I’ve referenced the fact that I’ve lost a significant amount of weight more than a few times on this blog. I use “significant” a bit loosely, because I’m very short and was never overweight in the first place, but what I’ve lost ultimately adds up to about 16% of my original body weight, so it’s no small matter. Anyway, clarifications aside, there has been a significant improvement in the way that I look and the way that I feel about myself this past year.
Most of the time, I feel awesome. It sound silly to say, but I will freely admit that I’ve spent a bit of time admiring my smaller stomach in the mirror, particularly once the two-pack I’m currently rocking started to show and I got a few new muscle lines I didn’t even know I could have. I feel more comfortable in my clothes – I started wearing tighter shirts and shorter shorts and dresses, and I didn’t think twice about it (when before I absolutely hated shorts because I felt like my legs were too fat).
However, it’s hard to feel good about the way that you look 100% of the time, particularly in today’s society, and I am no exception to that rule. Occasionally, even though I know with every bit of logic available to me that I am perfectly healthy bordering on fit, I still feel fat.
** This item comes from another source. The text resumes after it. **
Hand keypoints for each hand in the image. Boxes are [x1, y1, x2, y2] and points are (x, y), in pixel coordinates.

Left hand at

And that can be really difficult to deal with when you’ve worked so hard to get to where you are.
So what can you do when, despite progress and a lot of time feeling really good, you start to get discouraged?
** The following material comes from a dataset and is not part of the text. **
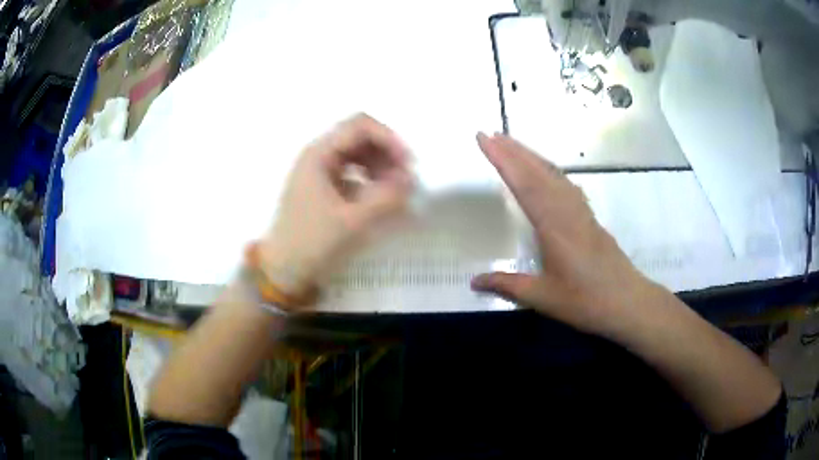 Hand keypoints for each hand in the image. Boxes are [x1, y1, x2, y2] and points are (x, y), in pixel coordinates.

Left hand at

It helps a lot to have a goal that’s not related to your weight. In my case, “maybe my stomach looks a bit pudgy today, but I can run 13 miles straight now where before I struggled to do even one.” Other possibilities include things like, “so I don’t feel so great about how I look in these pants, but I can bench twice as much as I used to,” or, “I’m not feeling the best about my weight today, but I took the stairs at work and wasn’t even a little bit winded.” It doesn’t really matter what that goal is, what matters is that it’s distinct, measurable, objective progress that has nothing to do with how much you weigh or how you look.
But sometimes that’s not enough. Sometimes you can feel really great about what your body can do, but still really bad about how it looks. Then what?
One thing I would recommend is finding a picture from before you started losing weight and comparing that side-by-side with a picture of how you look now. We see ourselves every single day, so it can be hard to think big-picture losses when all we notice are the really tiny ones. Putting those pictures side-by-side can help you clearly see how far you’ve come. If you don’t have pictures available, consider trying on clothes from before you started losing weight and seeing how much better they fit or how much extra room there is now.
Although it sounds strange, another thing that can help is weighing yourself. You may feel fat, but if you step on the scale and see that that number has either stayed the same or decreased, you have empirical evidence that you look just as good as you used to feel – or maybe even better!
Another thing that helped me, although it may not be possible for everyone, was figuring out the total number of calories I have burned through exercise (because I use MapMyRun to track this, it automatically gives me a lifetime count). Since a pound of fat has 3500 calories, I was able to calculate that approximately half of the weight I’ve lost has been due to exercise and the other half due to counting calories. Seeing that it took an equal amount of effort on both fronts to lose the weight made me feel much better about continuing with each.
If none of those things work, you should consider rethinking your plan. Don’t give up, of course, but it may be that the sacrifices you’re making are no longer worth the gains you’re making. Maybe you can slightly reduce the amount of time you spend exercising, or decrease your calorie deficit by just a bit. You could also find (or make!) healthier versions of foods you may have given up to support your weight loss so that you still feel like you get to treat yourself every once in a while. Whatever you decide to do, and I have done all of the things mentioned above, make sure that it will still help get you to your goal (although progress might be slower) and that it’s something that feels worthwhile to you when you consider the costs against the benefits.
Finally, remember that there are a lot of companies out there with a whole lot of money invested in making you feel like you aren’t good enough the way you are. Truth is, you probably look fabulous. Own it!